**TASK BRIEF**
Please work out how many lines include the word "William" in the entries, and reply with only the count.

**DATASET RECORDS**
::::

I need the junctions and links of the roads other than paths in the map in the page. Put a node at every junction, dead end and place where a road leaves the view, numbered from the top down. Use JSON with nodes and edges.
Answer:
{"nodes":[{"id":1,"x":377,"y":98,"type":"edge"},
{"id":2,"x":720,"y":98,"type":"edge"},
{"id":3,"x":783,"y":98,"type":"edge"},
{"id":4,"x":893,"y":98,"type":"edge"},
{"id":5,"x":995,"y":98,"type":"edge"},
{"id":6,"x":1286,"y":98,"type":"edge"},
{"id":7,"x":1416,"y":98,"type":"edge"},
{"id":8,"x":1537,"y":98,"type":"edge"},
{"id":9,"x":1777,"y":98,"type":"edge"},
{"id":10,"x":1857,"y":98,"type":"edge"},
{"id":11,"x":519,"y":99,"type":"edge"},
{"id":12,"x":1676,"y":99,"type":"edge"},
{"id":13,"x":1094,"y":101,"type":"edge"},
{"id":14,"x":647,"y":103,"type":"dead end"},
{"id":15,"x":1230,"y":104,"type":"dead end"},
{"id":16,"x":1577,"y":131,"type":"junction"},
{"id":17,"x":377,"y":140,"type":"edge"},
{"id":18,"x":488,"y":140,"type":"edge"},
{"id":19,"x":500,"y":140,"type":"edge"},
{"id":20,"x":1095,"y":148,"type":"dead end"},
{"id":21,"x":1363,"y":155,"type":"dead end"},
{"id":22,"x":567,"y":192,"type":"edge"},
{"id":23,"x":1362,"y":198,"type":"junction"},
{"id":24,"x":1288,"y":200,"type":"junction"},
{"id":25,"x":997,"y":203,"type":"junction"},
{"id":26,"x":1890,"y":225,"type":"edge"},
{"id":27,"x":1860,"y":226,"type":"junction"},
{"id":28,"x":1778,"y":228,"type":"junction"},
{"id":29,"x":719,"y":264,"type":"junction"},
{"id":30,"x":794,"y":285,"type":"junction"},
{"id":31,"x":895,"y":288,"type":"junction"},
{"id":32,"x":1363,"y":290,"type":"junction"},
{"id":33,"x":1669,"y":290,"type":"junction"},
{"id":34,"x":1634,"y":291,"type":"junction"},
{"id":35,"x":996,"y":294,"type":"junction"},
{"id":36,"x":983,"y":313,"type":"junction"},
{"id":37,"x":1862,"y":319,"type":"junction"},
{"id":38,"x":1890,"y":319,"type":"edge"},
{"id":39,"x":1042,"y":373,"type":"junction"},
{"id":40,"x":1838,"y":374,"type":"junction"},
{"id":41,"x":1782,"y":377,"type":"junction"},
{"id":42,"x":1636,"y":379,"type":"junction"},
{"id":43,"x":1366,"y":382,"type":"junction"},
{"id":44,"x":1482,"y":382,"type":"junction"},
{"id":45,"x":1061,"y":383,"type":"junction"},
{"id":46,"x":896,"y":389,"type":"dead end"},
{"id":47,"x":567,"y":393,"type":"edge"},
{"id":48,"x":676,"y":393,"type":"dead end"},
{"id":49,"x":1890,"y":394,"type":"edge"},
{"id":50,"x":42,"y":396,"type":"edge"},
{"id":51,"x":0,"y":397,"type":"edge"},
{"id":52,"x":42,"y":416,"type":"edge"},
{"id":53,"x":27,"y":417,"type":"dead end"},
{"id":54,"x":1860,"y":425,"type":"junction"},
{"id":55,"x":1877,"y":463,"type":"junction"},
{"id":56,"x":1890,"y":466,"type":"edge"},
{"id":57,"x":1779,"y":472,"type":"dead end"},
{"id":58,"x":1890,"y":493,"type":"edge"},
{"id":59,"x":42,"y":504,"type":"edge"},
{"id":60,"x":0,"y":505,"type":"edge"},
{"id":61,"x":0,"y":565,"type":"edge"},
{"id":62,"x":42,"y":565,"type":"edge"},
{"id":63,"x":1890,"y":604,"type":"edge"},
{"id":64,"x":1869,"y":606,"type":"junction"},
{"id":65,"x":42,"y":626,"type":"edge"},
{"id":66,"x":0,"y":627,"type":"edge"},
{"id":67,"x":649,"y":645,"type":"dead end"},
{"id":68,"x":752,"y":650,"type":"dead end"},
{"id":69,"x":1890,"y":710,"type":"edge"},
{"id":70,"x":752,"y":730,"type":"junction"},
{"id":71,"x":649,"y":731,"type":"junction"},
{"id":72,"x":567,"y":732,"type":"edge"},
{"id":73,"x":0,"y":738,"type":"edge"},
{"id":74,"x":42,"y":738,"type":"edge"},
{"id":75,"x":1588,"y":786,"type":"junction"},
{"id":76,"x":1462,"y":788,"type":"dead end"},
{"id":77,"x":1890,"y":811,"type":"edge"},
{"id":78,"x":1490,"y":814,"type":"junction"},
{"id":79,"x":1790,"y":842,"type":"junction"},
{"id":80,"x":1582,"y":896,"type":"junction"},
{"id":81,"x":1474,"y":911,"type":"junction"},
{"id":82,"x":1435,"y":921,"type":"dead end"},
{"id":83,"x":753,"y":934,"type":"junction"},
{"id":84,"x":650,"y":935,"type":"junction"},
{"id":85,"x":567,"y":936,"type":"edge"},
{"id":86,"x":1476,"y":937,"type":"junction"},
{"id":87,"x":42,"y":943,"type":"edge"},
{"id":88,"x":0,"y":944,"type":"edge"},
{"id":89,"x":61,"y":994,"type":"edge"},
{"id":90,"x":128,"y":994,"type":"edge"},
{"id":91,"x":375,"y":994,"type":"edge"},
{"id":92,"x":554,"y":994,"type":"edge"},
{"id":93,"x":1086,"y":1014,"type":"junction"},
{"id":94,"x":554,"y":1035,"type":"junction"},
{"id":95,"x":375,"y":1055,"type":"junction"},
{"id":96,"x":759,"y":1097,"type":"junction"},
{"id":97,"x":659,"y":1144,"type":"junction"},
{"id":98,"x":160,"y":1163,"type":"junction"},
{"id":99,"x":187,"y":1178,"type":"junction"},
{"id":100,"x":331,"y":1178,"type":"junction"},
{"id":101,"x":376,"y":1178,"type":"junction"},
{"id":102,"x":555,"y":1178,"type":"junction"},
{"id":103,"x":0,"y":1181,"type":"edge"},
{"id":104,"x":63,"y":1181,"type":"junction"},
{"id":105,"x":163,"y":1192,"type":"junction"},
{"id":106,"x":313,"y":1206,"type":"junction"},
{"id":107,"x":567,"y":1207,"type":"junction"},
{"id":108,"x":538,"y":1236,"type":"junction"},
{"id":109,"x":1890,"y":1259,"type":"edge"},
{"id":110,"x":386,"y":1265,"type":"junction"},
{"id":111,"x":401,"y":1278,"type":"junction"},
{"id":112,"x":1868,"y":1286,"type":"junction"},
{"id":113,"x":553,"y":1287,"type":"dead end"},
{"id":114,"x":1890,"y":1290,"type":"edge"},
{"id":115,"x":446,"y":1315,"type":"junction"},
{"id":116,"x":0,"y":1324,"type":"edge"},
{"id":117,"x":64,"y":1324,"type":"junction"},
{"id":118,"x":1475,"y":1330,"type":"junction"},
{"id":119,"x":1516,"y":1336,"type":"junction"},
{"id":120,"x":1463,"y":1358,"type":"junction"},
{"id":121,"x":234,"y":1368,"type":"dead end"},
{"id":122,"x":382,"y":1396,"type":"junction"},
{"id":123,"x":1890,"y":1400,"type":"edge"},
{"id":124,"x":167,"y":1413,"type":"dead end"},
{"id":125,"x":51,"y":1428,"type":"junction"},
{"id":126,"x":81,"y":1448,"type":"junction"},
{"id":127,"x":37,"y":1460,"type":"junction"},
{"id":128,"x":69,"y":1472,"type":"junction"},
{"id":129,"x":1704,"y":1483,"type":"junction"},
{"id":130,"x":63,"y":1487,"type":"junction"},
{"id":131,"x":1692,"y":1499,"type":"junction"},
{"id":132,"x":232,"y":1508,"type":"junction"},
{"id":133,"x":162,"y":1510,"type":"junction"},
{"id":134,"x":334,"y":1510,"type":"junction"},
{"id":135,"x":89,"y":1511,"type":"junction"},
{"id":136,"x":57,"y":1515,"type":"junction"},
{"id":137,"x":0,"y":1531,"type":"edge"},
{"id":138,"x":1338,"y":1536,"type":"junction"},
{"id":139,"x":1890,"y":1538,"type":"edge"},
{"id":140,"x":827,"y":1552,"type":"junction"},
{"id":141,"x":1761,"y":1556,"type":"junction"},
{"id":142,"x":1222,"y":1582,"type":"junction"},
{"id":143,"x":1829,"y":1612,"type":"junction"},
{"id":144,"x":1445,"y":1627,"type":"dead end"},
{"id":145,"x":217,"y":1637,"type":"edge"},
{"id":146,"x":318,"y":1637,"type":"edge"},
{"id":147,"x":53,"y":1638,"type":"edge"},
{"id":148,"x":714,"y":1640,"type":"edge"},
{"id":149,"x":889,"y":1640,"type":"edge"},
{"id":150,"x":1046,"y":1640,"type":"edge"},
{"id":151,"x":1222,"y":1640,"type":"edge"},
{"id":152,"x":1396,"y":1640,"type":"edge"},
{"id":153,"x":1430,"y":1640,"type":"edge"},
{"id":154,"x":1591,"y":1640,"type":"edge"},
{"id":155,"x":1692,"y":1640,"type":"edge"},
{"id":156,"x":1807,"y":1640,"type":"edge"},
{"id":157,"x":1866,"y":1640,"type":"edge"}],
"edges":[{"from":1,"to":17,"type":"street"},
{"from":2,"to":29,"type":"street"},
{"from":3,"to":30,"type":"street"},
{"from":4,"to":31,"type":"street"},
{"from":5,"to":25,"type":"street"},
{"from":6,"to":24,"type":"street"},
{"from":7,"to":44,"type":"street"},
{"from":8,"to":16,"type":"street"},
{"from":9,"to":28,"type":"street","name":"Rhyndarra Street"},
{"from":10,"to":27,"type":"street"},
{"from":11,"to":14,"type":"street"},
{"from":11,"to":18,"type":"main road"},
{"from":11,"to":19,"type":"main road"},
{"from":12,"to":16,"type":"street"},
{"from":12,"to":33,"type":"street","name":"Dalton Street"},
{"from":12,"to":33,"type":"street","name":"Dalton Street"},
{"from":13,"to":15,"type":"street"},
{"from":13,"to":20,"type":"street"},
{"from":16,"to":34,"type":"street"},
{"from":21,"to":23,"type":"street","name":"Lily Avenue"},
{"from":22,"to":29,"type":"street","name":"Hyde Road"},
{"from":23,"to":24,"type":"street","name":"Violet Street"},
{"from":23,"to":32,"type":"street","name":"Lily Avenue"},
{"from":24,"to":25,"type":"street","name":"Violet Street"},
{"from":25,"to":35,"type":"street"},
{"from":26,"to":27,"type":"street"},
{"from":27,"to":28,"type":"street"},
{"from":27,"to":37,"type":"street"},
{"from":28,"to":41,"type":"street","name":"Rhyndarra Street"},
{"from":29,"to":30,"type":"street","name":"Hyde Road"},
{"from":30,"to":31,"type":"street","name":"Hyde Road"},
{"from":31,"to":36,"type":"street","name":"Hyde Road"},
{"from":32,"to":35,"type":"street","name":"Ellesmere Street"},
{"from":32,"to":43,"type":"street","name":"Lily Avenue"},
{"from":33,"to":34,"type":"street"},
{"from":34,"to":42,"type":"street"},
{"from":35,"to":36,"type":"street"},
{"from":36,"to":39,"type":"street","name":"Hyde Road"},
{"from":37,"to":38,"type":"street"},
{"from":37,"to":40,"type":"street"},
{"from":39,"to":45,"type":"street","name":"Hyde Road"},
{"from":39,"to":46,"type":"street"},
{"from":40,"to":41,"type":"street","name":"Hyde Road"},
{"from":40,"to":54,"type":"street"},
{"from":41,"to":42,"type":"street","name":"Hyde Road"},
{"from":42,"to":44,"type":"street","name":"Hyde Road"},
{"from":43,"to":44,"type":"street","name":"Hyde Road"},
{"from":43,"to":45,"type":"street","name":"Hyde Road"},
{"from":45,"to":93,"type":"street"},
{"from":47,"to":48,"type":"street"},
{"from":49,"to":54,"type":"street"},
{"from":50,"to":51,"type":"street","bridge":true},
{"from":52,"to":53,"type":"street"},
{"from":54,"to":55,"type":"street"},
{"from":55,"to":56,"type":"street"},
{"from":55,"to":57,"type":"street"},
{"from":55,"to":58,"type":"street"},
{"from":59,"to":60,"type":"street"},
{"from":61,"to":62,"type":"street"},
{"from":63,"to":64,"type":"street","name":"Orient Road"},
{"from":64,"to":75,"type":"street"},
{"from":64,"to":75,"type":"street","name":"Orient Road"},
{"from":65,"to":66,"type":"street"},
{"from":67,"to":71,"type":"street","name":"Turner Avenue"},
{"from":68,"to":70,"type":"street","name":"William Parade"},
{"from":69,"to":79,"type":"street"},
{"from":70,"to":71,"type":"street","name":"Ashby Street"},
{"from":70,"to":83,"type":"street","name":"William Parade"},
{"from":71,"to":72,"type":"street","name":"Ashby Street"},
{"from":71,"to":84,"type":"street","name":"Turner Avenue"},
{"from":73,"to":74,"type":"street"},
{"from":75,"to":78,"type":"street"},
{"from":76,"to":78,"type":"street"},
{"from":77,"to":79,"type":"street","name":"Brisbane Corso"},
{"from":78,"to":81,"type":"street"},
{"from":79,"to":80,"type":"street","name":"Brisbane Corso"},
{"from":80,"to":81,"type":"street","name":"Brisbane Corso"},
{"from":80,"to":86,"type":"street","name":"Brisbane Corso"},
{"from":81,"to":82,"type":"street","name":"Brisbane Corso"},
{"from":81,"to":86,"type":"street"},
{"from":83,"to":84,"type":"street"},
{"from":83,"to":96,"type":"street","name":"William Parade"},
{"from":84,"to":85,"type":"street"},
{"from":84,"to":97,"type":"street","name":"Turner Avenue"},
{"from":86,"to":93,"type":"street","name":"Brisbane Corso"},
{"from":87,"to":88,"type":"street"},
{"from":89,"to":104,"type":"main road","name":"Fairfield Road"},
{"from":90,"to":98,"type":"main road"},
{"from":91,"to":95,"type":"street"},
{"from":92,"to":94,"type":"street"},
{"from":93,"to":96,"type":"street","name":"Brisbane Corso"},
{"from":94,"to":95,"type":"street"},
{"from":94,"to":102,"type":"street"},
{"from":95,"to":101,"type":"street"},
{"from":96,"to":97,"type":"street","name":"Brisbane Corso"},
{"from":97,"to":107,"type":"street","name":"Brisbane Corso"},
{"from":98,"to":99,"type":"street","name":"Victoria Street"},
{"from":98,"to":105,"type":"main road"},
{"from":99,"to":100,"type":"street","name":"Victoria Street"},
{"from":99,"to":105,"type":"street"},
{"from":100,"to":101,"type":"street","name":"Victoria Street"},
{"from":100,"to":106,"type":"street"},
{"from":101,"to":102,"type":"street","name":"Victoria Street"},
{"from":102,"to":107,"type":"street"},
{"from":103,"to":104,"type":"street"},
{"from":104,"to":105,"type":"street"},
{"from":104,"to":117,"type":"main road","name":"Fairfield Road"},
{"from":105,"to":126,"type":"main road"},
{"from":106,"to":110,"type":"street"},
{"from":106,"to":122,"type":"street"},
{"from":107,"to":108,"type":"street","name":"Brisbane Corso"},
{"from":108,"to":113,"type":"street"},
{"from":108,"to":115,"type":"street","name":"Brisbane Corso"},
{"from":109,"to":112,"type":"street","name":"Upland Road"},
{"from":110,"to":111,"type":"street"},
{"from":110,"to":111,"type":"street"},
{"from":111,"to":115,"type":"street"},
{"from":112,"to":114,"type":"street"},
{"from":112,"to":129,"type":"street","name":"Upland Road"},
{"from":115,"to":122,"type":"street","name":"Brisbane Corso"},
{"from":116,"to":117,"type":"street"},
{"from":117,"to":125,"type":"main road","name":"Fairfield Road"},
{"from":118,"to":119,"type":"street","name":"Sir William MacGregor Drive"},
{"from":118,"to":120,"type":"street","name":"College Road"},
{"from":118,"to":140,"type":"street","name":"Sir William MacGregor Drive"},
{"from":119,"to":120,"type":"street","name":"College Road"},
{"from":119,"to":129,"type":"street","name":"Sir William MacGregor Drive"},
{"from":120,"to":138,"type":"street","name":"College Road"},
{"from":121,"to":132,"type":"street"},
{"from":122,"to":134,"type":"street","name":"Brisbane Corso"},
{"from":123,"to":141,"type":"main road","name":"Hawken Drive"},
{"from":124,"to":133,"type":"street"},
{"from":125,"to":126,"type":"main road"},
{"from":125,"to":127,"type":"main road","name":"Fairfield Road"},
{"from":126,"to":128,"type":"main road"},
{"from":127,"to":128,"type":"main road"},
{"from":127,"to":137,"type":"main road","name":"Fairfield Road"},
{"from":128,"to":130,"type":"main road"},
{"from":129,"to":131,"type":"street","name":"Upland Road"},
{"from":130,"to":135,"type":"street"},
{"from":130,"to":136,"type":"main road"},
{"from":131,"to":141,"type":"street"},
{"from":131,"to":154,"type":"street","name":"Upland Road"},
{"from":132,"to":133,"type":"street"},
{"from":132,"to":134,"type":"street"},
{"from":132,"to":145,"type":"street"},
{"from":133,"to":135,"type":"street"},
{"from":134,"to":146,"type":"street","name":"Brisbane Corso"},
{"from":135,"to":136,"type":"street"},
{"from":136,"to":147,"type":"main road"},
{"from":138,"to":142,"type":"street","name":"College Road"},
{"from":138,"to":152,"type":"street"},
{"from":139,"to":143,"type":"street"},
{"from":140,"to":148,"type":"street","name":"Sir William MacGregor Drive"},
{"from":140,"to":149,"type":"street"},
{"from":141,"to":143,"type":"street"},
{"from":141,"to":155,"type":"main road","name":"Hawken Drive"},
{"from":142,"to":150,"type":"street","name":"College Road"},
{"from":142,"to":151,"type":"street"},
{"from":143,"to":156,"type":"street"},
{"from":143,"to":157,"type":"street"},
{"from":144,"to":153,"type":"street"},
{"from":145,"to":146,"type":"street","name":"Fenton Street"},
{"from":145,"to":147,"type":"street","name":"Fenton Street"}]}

::::

**FINAL ANSWER**
7